A big win for religion.

By the way, the church we went to the other week was fantastic.  A warm embrace, felt through the teaching, the atmosphere and the welcome.  Just like Jesus would have done. 

Thursday, November 10, 2022

I Lost a Friend Today

I lost a friend today.  Found at home dead.  No explanation yet.  Just prior to that I had conversations with 2 families who are suffering through similar family circumstance that have been our experience the past 12 years.  My heart and soul became overwhelmed.  Went to my room and cried, almost uncontrollably, for a long time.  Wave after wave of what felt like the weight of the worlds suffering crashing on me.  Seemed out of proportion, yet it kept coming.

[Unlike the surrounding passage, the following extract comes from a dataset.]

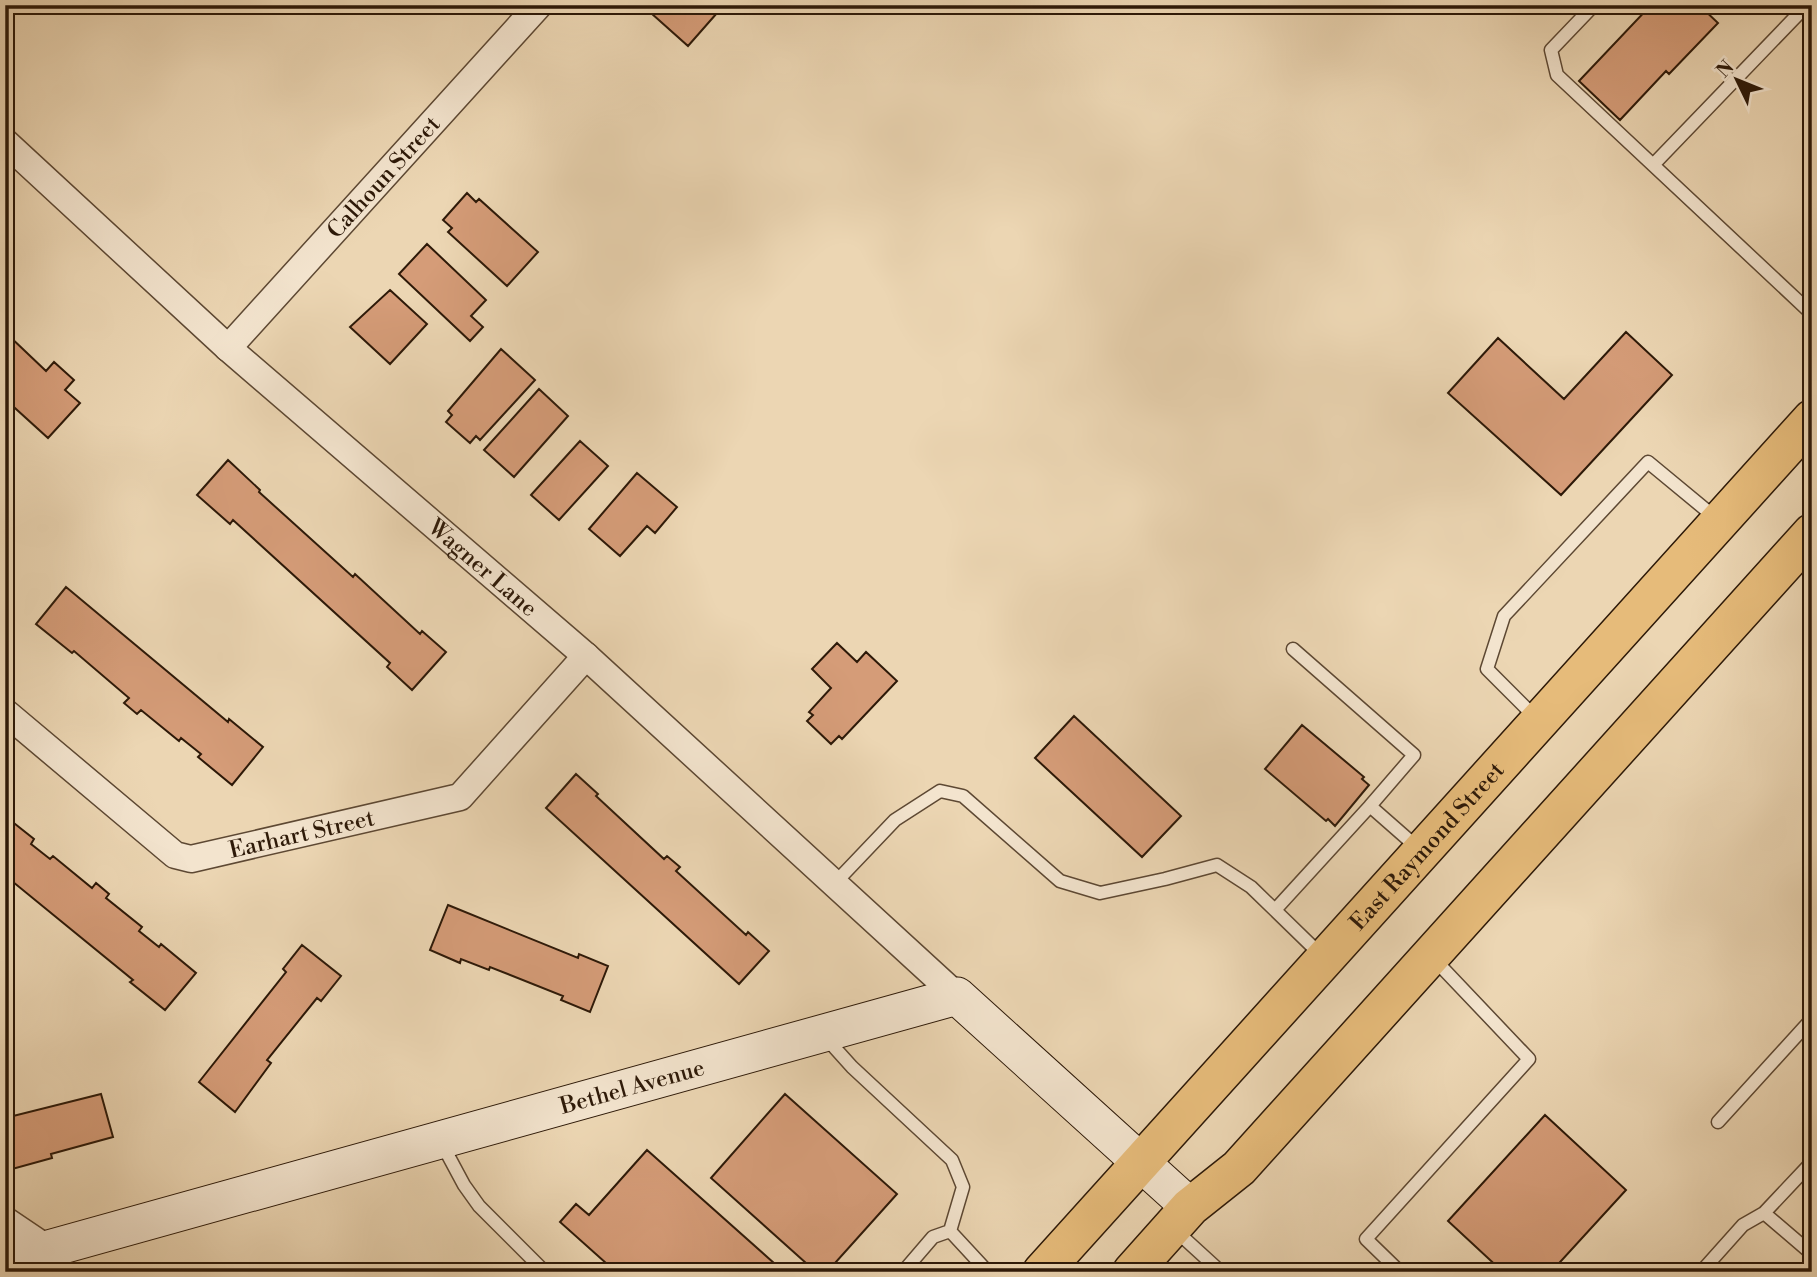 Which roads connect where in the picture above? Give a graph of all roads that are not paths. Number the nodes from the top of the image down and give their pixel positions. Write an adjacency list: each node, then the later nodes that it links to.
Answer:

I have experienced this a few times.  An identification with, and realization of the suffering of people in this world.  I don’t ever feel much emotion in my relationship with God, but this comes to me every once in a while, unannounced and definitely uninvited.  And I am wrecked.  Interestingly (to me) it is not about agonizing over the “Why, God?” question.  It is about just entering into the loss, suffering and human experience of pain, and how unjust, unnecessary, and unexplained it is.

My emotion doesn’t need an answer.  I am always sad, but not angry.  It is as though God has me there to just sit in the pain & loss.  The experience comes on me and I cannot control it.  It’s as though Christ just wants me to know it and perhaps feel what He feels. This is the closest I get to feeling intimacy in my relationship with Christ.

Suffering is unjust and frankly, unnatural.  We were not made for suffering, so when it occurs it feels wrong – precisely because according to God’s created intent for us, this was never meant to be.  We feel this deep within us, in the recesses of our souls.  It is the image of God within us crying out for our true state of being all the while we are suffering.

I don’t subscribe to those who seek to glorify suffering as a means to deeper spirituality.  Bull****.  However, we must deal with it as part of the human condition on earth.  I do know that in Christ, who also suffered, I can endure and find strength and hope.  But to glorify suffering itself as though we should seek it, is warped religion.  Christ endured the Cross but He didn’t go looking for it.  Never glorify suffering.  Endure it.  Place your hope and perspective in Christ during your suffering, but never elevate it to some superior state of spiritual experience.  We were made for blessing, love, abundance and eternal life.  Suffering and death and pain are in the way, and while ultimately are resolved and defeated in Christ, in the interim we are left to endure and cope, mitigating the pain (ours and others’) through the strength and promises we have in Christ, that we will be restored to our created being as God intended.

This also why we must be engaged in our world, to alleviate pain, poverty and suffering of all kinds.  It is why we are to ‘show up’ and come alongside with human suffering.  This is how the Kingdom of God (the created intent of God) comes to earth and does its restorative, redemptive work.  Who the hell cares about your theology of salvation if it has little or nothing to do with the state of human life in the here and now?  That’s not gospel.  If your deeper life pursuits and your Christian church experience does not have an immediate & demonstrable relationship of love and grace to the need of the world, you are nothing but noise.

I lost a friend today and I am pissed at the suffering of this world.